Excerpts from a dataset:

※ ※ ※

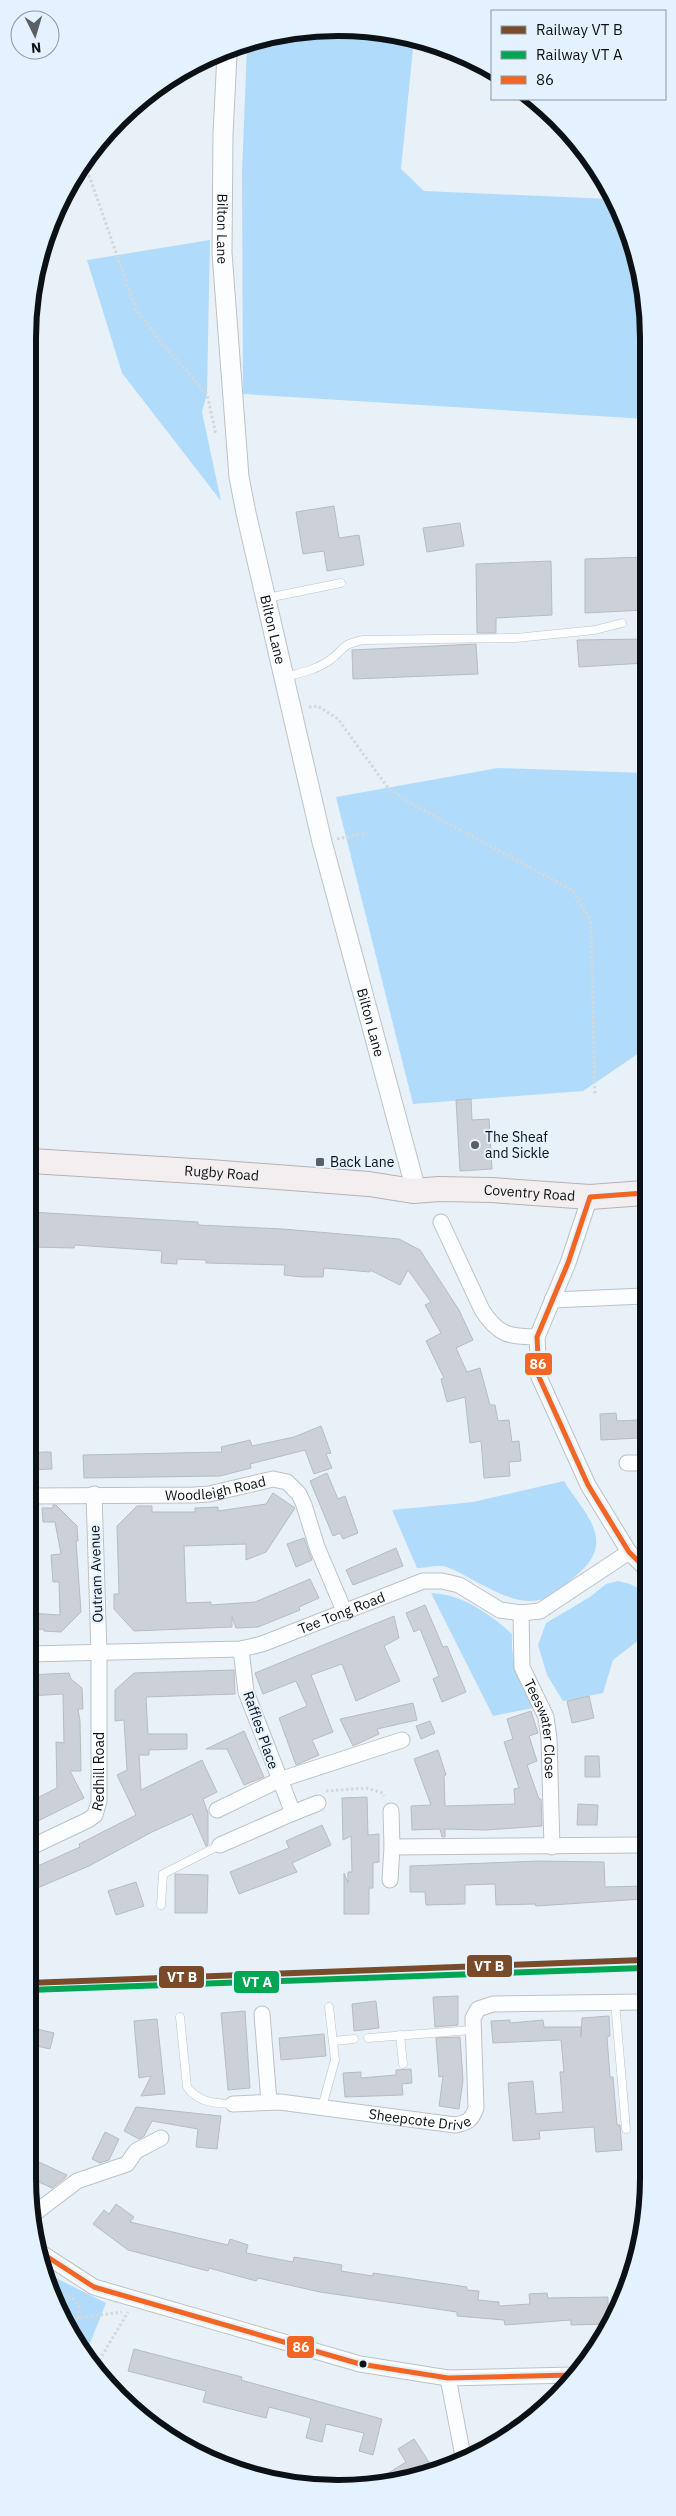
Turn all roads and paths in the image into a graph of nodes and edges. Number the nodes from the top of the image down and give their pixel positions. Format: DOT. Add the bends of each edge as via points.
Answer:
graph roads {
  1 [pos="227,58"];
  2 [pos="87,170"];
  3 [pos="217,437"];
  4 [pos="341,583"];
  5 [pos="265,599"];
  6 [pos="622,622"];
  7 [pos="283,678"];
  8 [pos="314,707"];
  9 [pos="367,833"];
  10 [pos="322,842"];
  11 [pos="595,1096"];
  12 [pos="36,1161"];
  13 [pos="414,1191"];
  14 [pos="640,1193"];
  15 [pos="590,1197"];
  16 [pos="441,1222"];
  17 [pos="640,1296"];
  18 [pos="552,1300"];
  19 [pos="538,1337"];
  20 [pos="627,1463"];
  21 [pos="640,1463"];
  22 [pos="94,1494"];
  23 [pos="36,1496"];
  24 [pos="629,1552"];
  25 [pos="640,1563"];
  26 [pos="345,1613"];
  27 [pos="521,1613"];
  28 [pos="241,1649"];
  29 [pos="99,1653"];
  30 [pos="36,1654"];
  31 [pos="402,1740"];
  32 [pos="279,1780"];
  33 [pos="319,1798"];
  34 [pos="217,1810"];
  35 [pos="390,1811"];
  36 [pos="293,1813"];
  37 [pos="36,1844"];
  38 [pos="220,1845"];
  39 [pos="640,1845"];
  40 [pos="392,1847"];
  41 [pos="552,1847"];
  42 [pos="390,1880"];
  43 [pos="161,1905"];
  44 [pos="615,2002"];
  45 [pos="640,2002"];
  46 [pos="329,2007"];
  47 [pos="262,2014"];
  48 [pos="180,2018"];
  49 [pos="472,2030"];
  50 [pos="400,2035"];
  51 [pos="368,2038"];
  52 [pos="354,2039"];
  53 [pos="333,2041"];
  54 [pos="403,2064"];
  55 [pos="269,2102"];
  56 [pos="233,2104"];
  57 [pos="322,2107"];
  58 [pos="626,2130"];
  59 [pos="161,2138"];
  60 [pos="38,2211"];
  61 [pos="47,2257"];
  62 [pos="59,2293"];
  63 [pos="132,2305"];
  64 [pos="78,2318"];
  65 [pos="71,2319"];
  66 [pos="74,2324"];
  67 [pos="99,2362"];
  68 [pos="566,2375"];
  69 [pos="448,2378"];
  70 [pos="462,2453"];
  1 -- 5 [label="street, Bilton Lane" via="222,253 239,477"];
  2 -- 3 [label="path" via="136,309 206,394"];
  4 -- 5 [label="lane"];
  5 -- 7 [label="street, Bilton Lane"];
  6 -- 7 [label="lane" via="586,631 516,638 363,640 345,644 330,660 312,670"];
  7 -- 10 [label="street, Bilton Lane"];
  8 -- 11 [label="path" via="318,706 338,719 388,788 572,890 591,920"];
  9 -- 10 [label="path"];
  10 -- 13 [label="street, Bilton Lane"];
  12 -- 13 [label="main road, Rugby Road" via="369,1184"];
  13 -- 15 [label="main road, Coventry Road" via="491,1190"];
  14 -- 15 [label="main road, Coventry Road"];
  15 -- 18 [label="street"];
  16 -- 19 [label="street" via="490,1322 513,1337"];
  17 -- 18 [label="street"];
  18 -- 19 [label="street"];
  19 -- 24 [label="street" via="539,1377 588,1485"];
  20 -- 21 [label="street"];
  22 -- 23 [label="street, Woodleigh Road"];
  22 -- 26 [label="street, Woodleigh Road" via="202,1494 273,1479 287,1482 304,1504 317,1547"];
  22 -- 29 [label="street, Outram Avenue"];
  24 -- 25 [label="street"];
  24 -- 27 [label="street, Tee Tong Road" via="540,1611"];
  26 -- 27 [label="street, Tee Tong Road" via="423,1581 442,1581 459,1585 500,1610"];
  26 -- 28 [label="street, Tee Tong Road"];
  27 -- 41 [label="street, Teeswater Close" via="522,1667 546,1718 549,1739"];
  28 -- 29 [label="street, Tee Tong Road"];
  28 -- 32 [label="street, Raffles Place" via="246,1692"];
  29 -- 30 [label="street, Tee Tong Road"];
  29 -- 37 [label="street, Redhill Road" via="99,1802 95,1815"];
  31 -- 32 [label="street, Raffles Place"];
  32 -- 34 [label="street, Raffles Place"];
  32 -- 36 [label="street"];
  33 -- 35 [label="path" via="366,1788 383,1793"];
  33 -- 36 [label="street"];
  35 -- 40 [label="street"];
  36 -- 38 [label="street"];
  38 -- 43 [label="lane" via="163,1874"];
  39 -- 41 [label="street"];
  40 -- 41 [label="street"];
  40 -- 42 [label="street"];
  44 -- 45 [label="street, Sheepcote Drive"];
  44 -- 49 [label="street, Sheepcote Drive" via="485,2005 474,2014"];
  44 -- 58 [label="lane"];
  46 -- 53 [label="lane"];
  47 -- 55 [label="street"];
  48 -- 56 [label="lane" via="187,2087 202,2100"];
  49 -- 50 [label="lane"];
  49 -- 57 [label="street, Sheepcote Drive" via="476,2108 469,2121 455,2125"];
  50 -- 51 [label="lane"];
  50 -- 54 [label="lane"];
  52 -- 53 [label="lane"];
  53 -- 57 [label="lane" via="335,2060"];
  55 -- 56 [label="street, Sheepcote Drive"];
  55 -- 57 [label="street, Sheepcote Drive"];
  59 -- 60 [label="street" via="136,2151 126,2164 77,2181"];
  61 -- 63 [label="street" via="94,2287"];
  62 -- 64 [label="path" via="74,2299 80,2310"];
  63 -- 64 [label="path"];
  63 -- 67 [label="path"];
  63 -- 69 [label="street" via="360,2364"];
  64 -- 65 [label="path"];
  64 -- 66 [label="path"];
  68 -- 69 [label="street"];
  69 -- 70 [label="street"];
}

※ ※ ※

What is required: For this exercise, please reproduce the records above exactly and drop the images.

Result of this task:
Turn all roads and paths in the image into a graph of nodes and edges. Number the nodes from the top of the image down and give their pixel positions. Format: DOT. Add the bends of each edge as via points.
Answer:
graph roads {
  1 [pos="227,58"];
  2 [pos="87,170"];
  3 [pos="217,437"];
  4 [pos="341,583"];
  5 [pos="265,599"];
  6 [pos="622,622"];
  7 [pos="283,678"];
  8 [pos="314,707"];
  9 [pos="367,833"];
  10 [pos="322,842"];
  11 [pos="595,1096"];
  12 [pos="36,1161"];
  13 [pos="414,1191"];
  14 [pos="640,1193"];
  15 [pos="590,1197"];
  16 [pos="441,1222"];
  17 [pos="640,1296"];
  18 [pos="552,1300"];
  19 [pos="538,1337"];
  20 [pos="627,1463"];
  21 [pos="640,1463"];
  22 [pos="94,1494"];
  23 [pos="36,1496"];
  24 [pos="629,1552"];
  25 [pos="640,1563"];
  26 [pos="345,1613"];
  27 [pos="521,1613"];
  28 [pos="241,1649"];
  29 [pos="99,1653"];
  30 [pos="36,1654"];
  31 [pos="402,1740"];
  32 [pos="279,1780"];
  33 [pos="319,1798"];
  34 [pos="217,1810"];
  35 [pos="390,1811"];
  36 [pos="293,1813"];
  37 [pos="36,1844"];
  38 [pos="220,1845"];
  39 [pos="640,1845"];
  40 [pos="392,1847"];
  41 [pos="552,1847"];
  42 [pos="390,1880"];
  43 [pos="161,1905"];
  44 [pos="615,2002"];
  45 [pos="640,2002"];
  46 [pos="329,2007"];
  47 [pos="262,2014"];
  48 [pos="180,2018"];
  49 [pos="472,2030"];
  50 [pos="400,2035"];
  51 [pos="368,2038"];
  52 [pos="354,2039"];
  53 [pos="333,2041"];
  54 [pos="403,2064"];
  55 [pos="269,2102"];
  56 [pos="233,2104"];
  57 [pos="322,2107"];
  58 [pos="626,2130"];
  59 [pos="161,2138"];
  60 [pos="38,2211"];
  61 [pos="47,2257"];
  62 [pos="59,2293"];
  63 [pos="132,2305"];
  64 [pos="78,2318"];
  65 [pos="71,2319"];
  66 [pos="74,2324"];
  67 [pos="99,2362"];
  68 [pos="566,2375"];
  69 [pos="448,2378"];
  70 [pos="462,2453"];
  1 -- 5 [label="street, Bilton Lane" via="222,253 239,477"];
  2 -- 3 [label="path" via="136,309 206,394"];
  4 -- 5 [label="lane"];
  5 -- 7 [label="street, Bilton Lane"];
  6 -- 7 [label="lane" via="586,631 516,638 363,640 345,644 330,660 312,670"];
  7 -- 10 [label="street, Bilton Lane"];
  8 -- 11 [label="path" via="318,706 338,719 388,788 572,890 591,920"];
  9 -- 10 [label="path"];
  10 -- 13 [label="street, Bilton Lane"];
  12 -- 13 [label="main road, Rugby Road" via="369,1184"];
  13 -- 15 [label="main road, Coventry Road" via="491,1190"];
  14 -- 15 [label="main road, Coventry Road"];
  15 -- 18 [label="street"];
  16 -- 19 [label="street" via="490,1322 513,1337"];
  17 -- 18 [label="street"];
  18 -- 19 [label="street"];
  19 -- 24 [label="street" via="539,1377 588,1485"];
  20 -- 21 [label="street"];
  22 -- 23 [label="street, Woodleigh Road"];
  22 -- 26 [label="street, Woodleigh Road" via="202,1494 273,1479 287,1482 304,1504 317,1547"];
  22 -- 29 [label="street, Outram Avenue"];
  24 -- 25 [label="street"];
  24 -- 27 [label="street, Tee Tong Road" via="540,1611"];
  26 -- 27 [label="street, Tee Tong Road" via="423,1581 442,1581 459,1585 500,1610"];
  26 -- 28 [label="street, Tee Tong Road"];
  27 -- 41 [label="street, Teeswater Close" via="522,1667 546,1718 549,1739"];
  28 -- 29 [label="street, Tee Tong Road"];
  28 -- 32 [label="street, Raffles Place" via="246,1692"];
  29 -- 30 [label="street, Tee Tong Road"];
  29 -- 37 [label="street, Redhill Road" via="99,1802 95,1815"];
  31 -- 32 [label="street, Raffles Place"];
  32 -- 34 [label="street, Raffles Place"];
  32 -- 36 [label="street"];
  33 -- 35 [label="path" via="366,1788 383,1793"];
  33 -- 36 [label="street"];
  35 -- 40 [label="street"];
  36 -- 38 [label="street"];
  38 -- 43 [label="lane" via="163,1874"];
  39 -- 41 [label="street"];
  40 -- 41 [label="street"];
  40 -- 42 [label="street"];
  44 -- 45 [label="street, Sheepcote Drive"];
  44 -- 49 [label="street, Sheepcote Drive" via="485,2005 474,2014"];
  44 -- 58 [label="lane"];
  46 -- 53 [label="lane"];
  47 -- 55 [label="street"];
  48 -- 56 [label="lane" via="187,2087 202,2100"];
  49 -- 50 [label="lane"];
  49 -- 57 [label="street, Sheepcote Drive" via="476,2108 469,2121 455,2125"];
  50 -- 51 [label="lane"];
  50 -- 54 [label="lane"];
  52 -- 53 [label="lane"];
  53 -- 57 [label="lane" via="335,2060"];
  55 -- 56 [label="street, Sheepcote Drive"];
  55 -- 57 [label="street, Sheepcote Drive"];
  59 -- 60 [label="street" via="136,2151 126,2164 77,2181"];
  61 -- 63 [label="street" via="94,2287"];
  62 -- 64 [label="path" via="74,2299 80,2310"];
  63 -- 64 [label="path"];
  63 -- 67 [label="path"];
  63 -- 69 [label="street" via="360,2364"];
  64 -- 65 [label="path"];
  64 -- 66 [label="path"];
  68 -- 69 [label="street"];
  69 -- 70 [label="street"];
}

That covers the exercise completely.